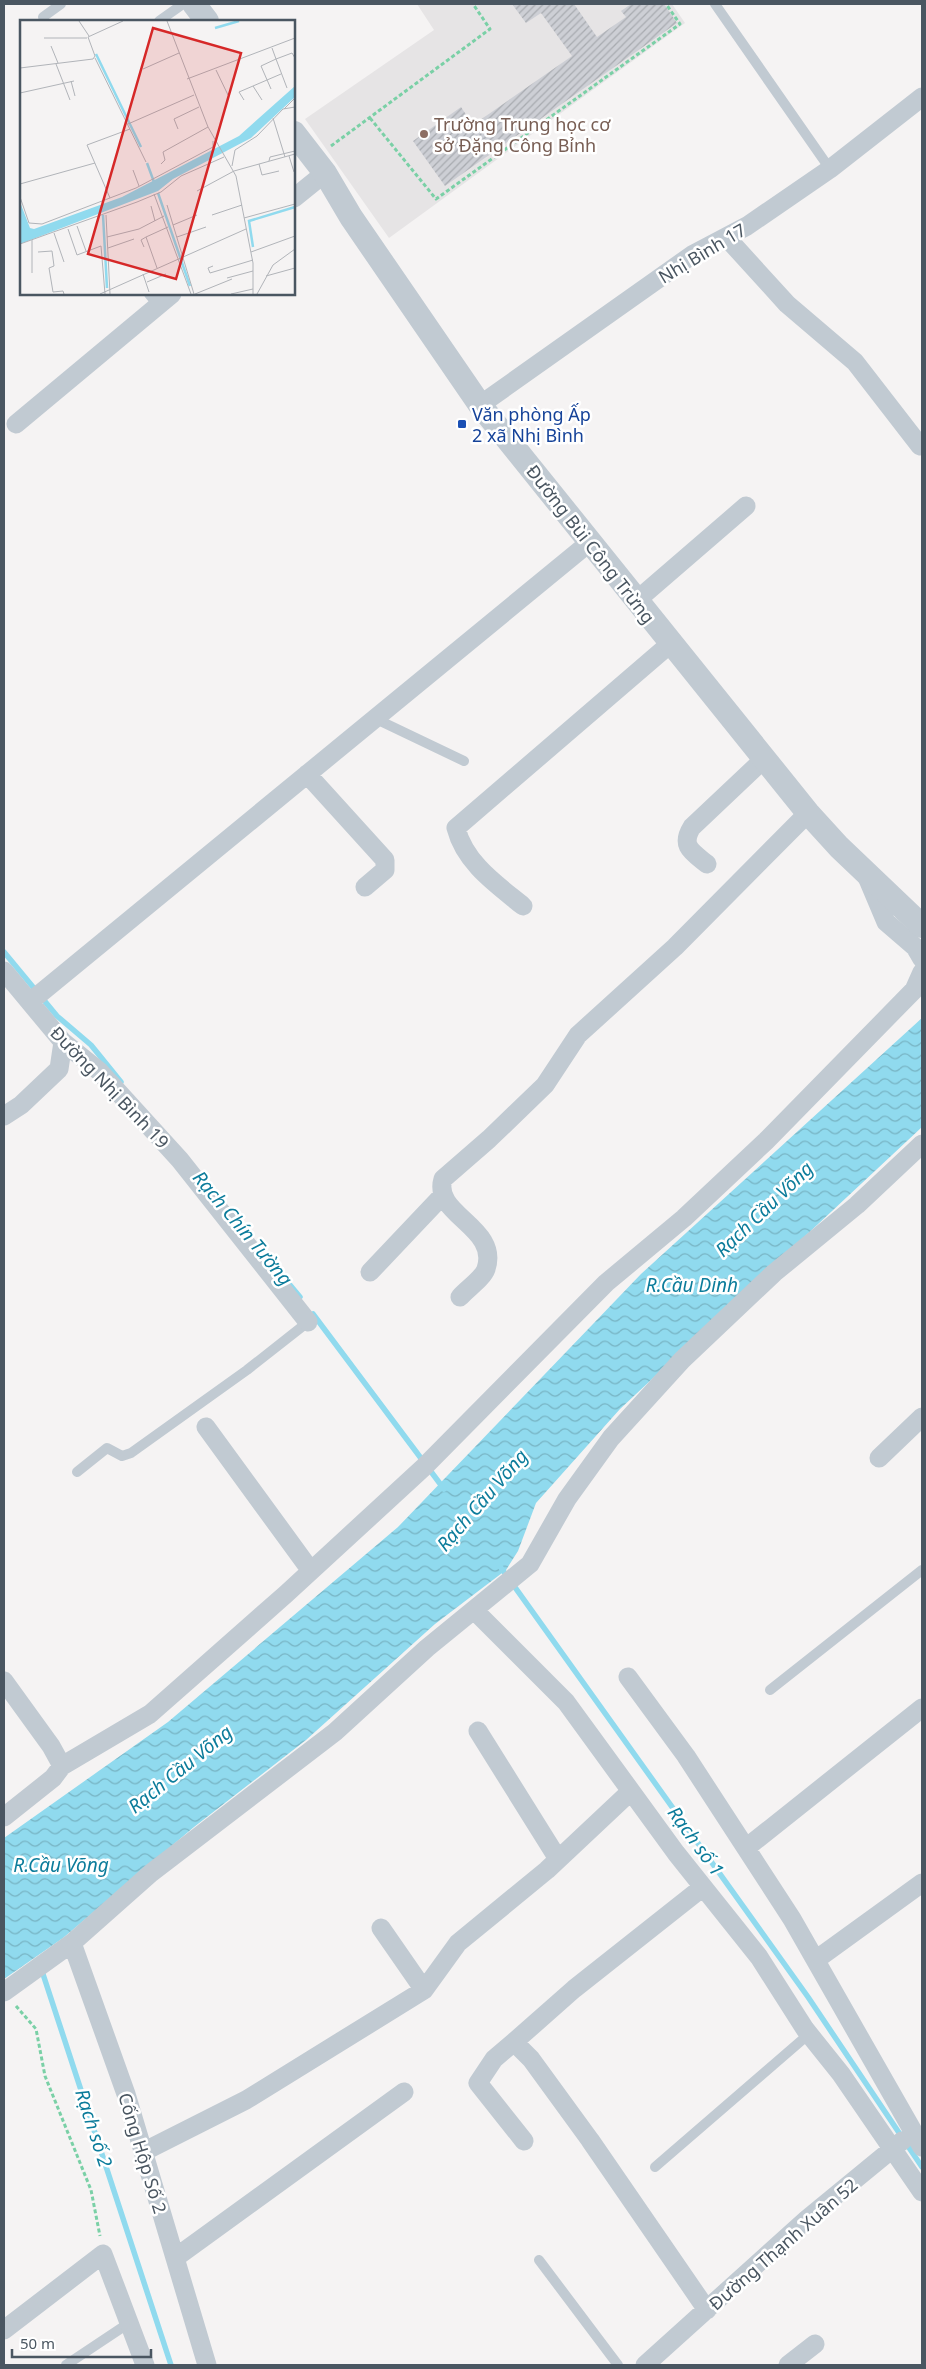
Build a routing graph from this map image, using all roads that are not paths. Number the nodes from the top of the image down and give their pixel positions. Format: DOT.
graph roads {
  1 [pos="61,4"];
  2 [pos="184,4"];
  3 [pos="194,4"];
  4 [pos="715,4"];
  5 [pos="43,17"];
  6 [pos="160,20"];
  7 [pos="206,20"];
  8 [pos="922,97"];
  9 [pos="295,134"];
  10 [pos="319,166"];
  11 [pos="830,169"];
  12 [pos="295,197"];
  13 [pos="727,238"];
  14 [pos="169,295"];
  15 [pos="153,300"];
  16 [pos="480,405"];
  17 [pos="16,424"];
  18 [pos="920,446"];
  19 [pos="746,506"];
  20 [pos="590,542"];
  21 [pos="636,600"];
  22 [pos="670,644"];
  23 [pos="374,718"];
  24 [pos="764,759"];
  25 [pos="464,761"];
  26 [pos="307,774"];
  27 [pos="808,814"];
  28 [pos="706,864"];
  29 [pos="865,873"];
  30 [pos="365,887"];
  31 [pos="523,906"];
  32 [pos="922,926"];
  33 [pos="922,959"];
  34 [pos="4,971"];
  35 [pos="922,972"];
  36 [pos="31,1001"];
  37 [pos="63,1042"];
  38 [pos="4,1116"];
  39 [pos="922,1144"];
  40 [pos="442,1196"];
  41 [pos="370,1272"];
  42 [pos="460,1297"];
  43 [pos="308,1322"];
  44 [pos="922,1417"];
  45 [pos="206,1426"];
  46 [pos="879,1458"];
  47 [pos="77,1472"];
  48 [pos="922,1570"];
  49 [pos="311,1571"];
  50 [pos="474,1610"];
  51 [pos="628,1677"];
  52 [pos="4,1681"];
  53 [pos="770,1690"];
  54 [pos="922,1708"];
  55 [pos="478,1731"];
  56 [pos="62,1766"];
  57 [pos="630,1792"];
  58 [pos="4,1817"];
  59 [pos="746,1848"];
  60 [pos="558,1860"];
  61 [pos="922,1883"];
  62 [pos="703,1887"];
  63 [pos="381,1928"];
  64 [pos="72,1943"];
  65 [pos="816,1958"];
  66 [pos="424,1990"];
  67 [pos="4,1992"];
  68 [pos="809,2034"];
  69 [pos="514,2042"];
  70 [pos="404,2092"];
  71 [pos="919,2135"];
  72 [pos="524,2141"];
  73 [pos="893,2149"];
  74 [pos="144,2152"];
  75 [pos="655,2167"];
  76 [pos="922,2192"];
  77 [pos="175,2258"];
  78 [pos="539,2260"];
  79 [pos="707,2310"];
  80 [pos="129,2323"];
  81 [pos="4,2330"];
  82 [pos="816,2344"];
  83 [pos="66,2365"];
  84 [pos="145,2365"];
  85 [pos="207,2365"];
  86 [pos="618,2365"];
  87 [pos="645,2365"];
  88 [pos="788,2365"];
  1 -- 5 [label="lane"];
  2 -- 6 [label="lane"];
  3 -- 7 [label="street"];
  4 -- 11 [label="lane"];
  8 -- 11 [label="street, Nhị Bình 17"];
  9 -- 10 [label="street, Đường Bùi Công Trừng"];
  10 -- 12 [label="street"];
  10 -- 16 [label="street, Đường Bùi Công Trừng"];
  11 -- 13 [label="street, Nhị Bình 17"];
  13 -- 16 [label="street, Nhị Bình 17"];
  13 -- 18 [label="street"];
  14 -- 15 [label="street"];
  15 -- 17 [label="street"];
  16 -- 20 [label="street, Đường Bùi Công Trừng"];
  19 -- 21 [label="street"];
  20 -- 21 [label="street, Đường Bùi Công Trừng"];
  20 -- 23 [label="street"];
  21 -- 22 [label="street, Đường Bùi Công Trừng"];
  22 -- 24 [label="street, Đường Bùi Công Trừng"];
  22 -- 31 [label="street"];
  23 -- 25 [label="lane"];
  23 -- 26 [label="street"];
  24 -- 27 [label="street, Đường Bùi Công Trừng"];
  24 -- 28 [label="street"];
  26 -- 30 [label="street"];
  26 -- 36 [label="street"];
  27 -- 29 [label="street, Đường Bùi Công Trừng"];
  27 -- 40 [label="street"];
  29 -- 32 [label="street, Đường Bùi Công Trừng"];
  29 -- 33 [label="street"];
  34 -- 36 [label="street, Đường Nhị Bình 19"];
  35 -- 49 [label="street"];
  36 -- 37 [label="street, Đường Nhị Bình 19"];
  37 -- 38 [label="street"];
  37 -- 43 [label="street, Đường Nhị Bình 19"];
  39 -- 50 [label="street"];
  40 -- 41 [label="street"];
  40 -- 42 [label="street"];
  43 -- 47 [label="lane"];
  44 -- 46 [label="street"];
  45 -- 49 [label="street"];
  48 -- 53 [label="lane"];
  49 -- 56 [label="street"];
  50 -- 57 [label="street"];
  50 -- 64 [label="street"];
  51 -- 59 [label="street"];
  52 -- 56 [label="street"];
  54 -- 59 [label="street"];
  55 -- 60 [label="street"];
  56 -- 58 [label="street"];
  57 -- 60 [label="street"];
  57 -- 62 [label="street"];
  59 -- 65 [label="street"];
  60 -- 66 [label="street"];
  61 -- 65 [label="street"];
  62 -- 68 [label="street"];
  62 -- 69 [label="street"];
  63 -- 66 [label="street"];
  64 -- 67 [label="street"];
  64 -- 74 [label="street, Cống Hộp Số 2"];
  65 -- 71 [label="street"];
  66 -- 74 [label="street"];
  68 -- 73 [label="street"];
  68 -- 75 [label="lane"];
  69 -- 72 [label="street"];
  69 -- 79 [label="street"];
  70 -- 77 [label="street"];
  71 -- 73 [label="street, Đường Thạnh Xuân 52"];
  73 -- 76 [label="street"];
  73 -- 79 [label="street, Đường Thạnh Xuân 52"];
  74 -- 77 [label="street, Cống Hộp Số 2"];
  77 -- 85 [label="street, Cống Hộp Số 2"];
  78 -- 86 [label="lane"];
  79 -- 87 [label="street, Đường Thạnh Xuân 52"];
  80 -- 81 [label="street"];
  80 -- 83 [label="lane"];
  80 -- 84 [label="street"];
  82 -- 88 [label="street"];
}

- _WHAT YOU SHOULD DO_
Return every line of the listing above where "roads" appears.

- _WRITTEN ANSWER_
Build a routing graph from this map image, using all roads that are not paths. Number the nodes from the top of the image down and give their pixel positions. Format: DOT.
graph roads {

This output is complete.